** Data **
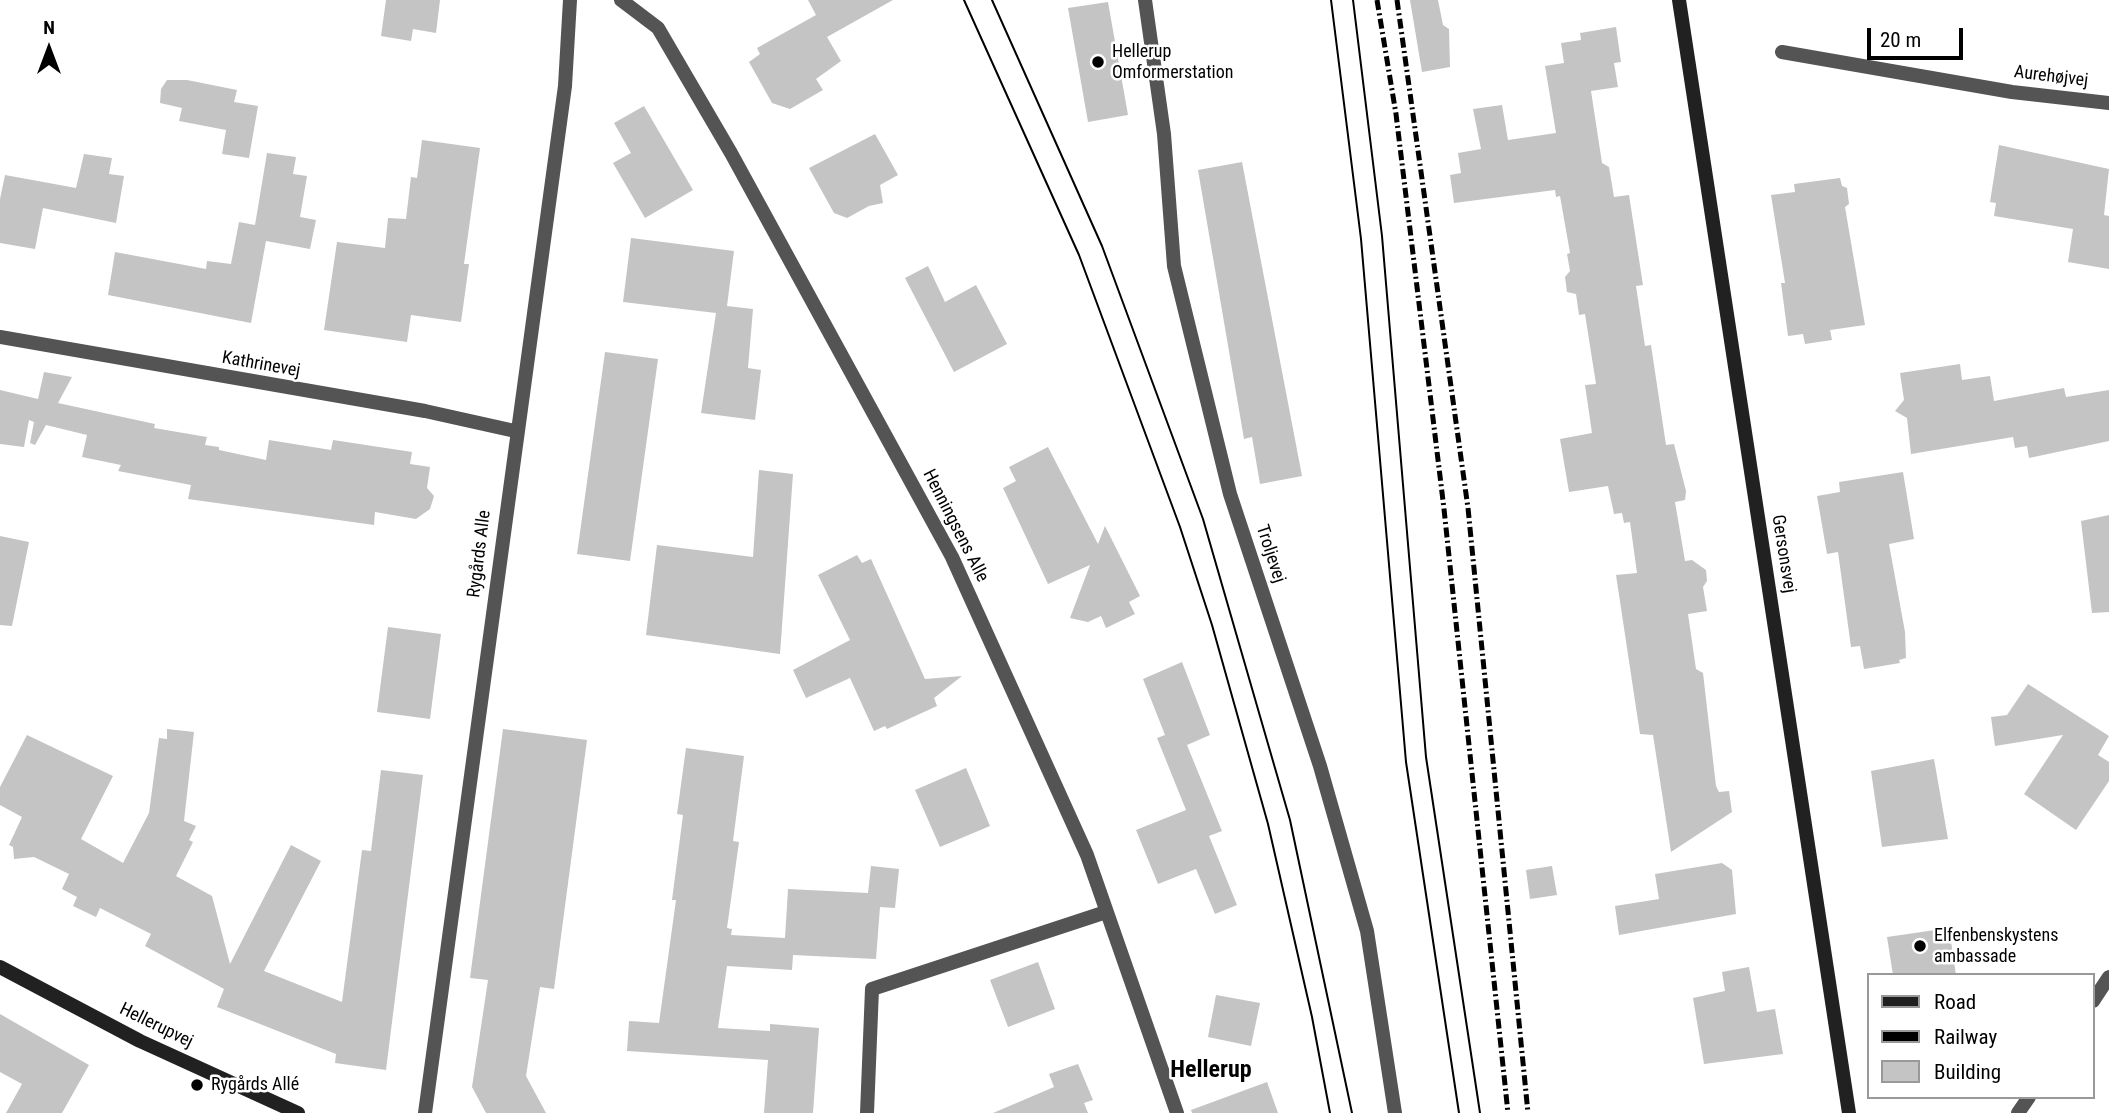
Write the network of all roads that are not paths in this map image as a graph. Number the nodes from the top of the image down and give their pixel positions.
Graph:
1 (570, 0) edge
2 (621, 0) edge
3 (1145, 0) edge
4 (1679, 0) edge
5 (1782, 52) dead end
6 (2109, 103) edge
7 (0, 337) edge
8 (516, 431) junction
9 (1107, 912) junction
10 (0, 967) edge
11 (2109, 977) edge
12 (2095, 998) edge
13 (298, 1113) edge
14 (425, 1113) edge
15 (867, 1113) edge
16 (1177, 1113) edge
17 (1395, 1113) edge
18 (1849, 1113) edge

1 - 8 street, Rygårds Alle
2 - 9 street, Henningsens Alle
3 - 17 street, Troljevej
4 - 18 street, Gersonsvej
5 - 6 street, Aurehøjvej
7 - 8 street, Kathrinevej
8 - 14 street, Rygårds Alle
9 - 15 street
9 - 16 street, Henningsens Alle
10 - 13 street, Hellerupvej
11 - 12 street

** Work instruction **
Print all the material above verbatim and omit its pictures.

** Answer to the exercise **
Write the network of all roads that are not paths in this map image as a graph. Number the nodes from the top of the image down and give their pixel positions.
Graph:
1 (570, 0) edge
2 (621, 0) edge
3 (1145, 0) edge
4 (1679, 0) edge
5 (1782, 52) dead end
6 (2109, 103) edge
7 (0, 337) edge
8 (516, 431) junction
9 (1107, 912) junction
10 (0, 967) edge
11 (2109, 977) edge
12 (2095, 998) edge
13 (298, 1113) edge
14 (425, 1113) edge
15 (867, 1113) edge
16 (1177, 1113) edge
17 (1395, 1113) edge
18 (1849, 1113) edge

1 - 8 street, Rygårds Alle
2 - 9 street, Henningsens Alle
3 - 17 street, Troljevej
4 - 18 street, Gersonsvej
5 - 6 street, Aurehøjvej
7 - 8 street, Kathrinevej
8 - 14 street, Rygårds Alle
9 - 15 street
9 - 16 street, Henningsens Alle
10 - 13 street, Hellerupvej
11 - 12 street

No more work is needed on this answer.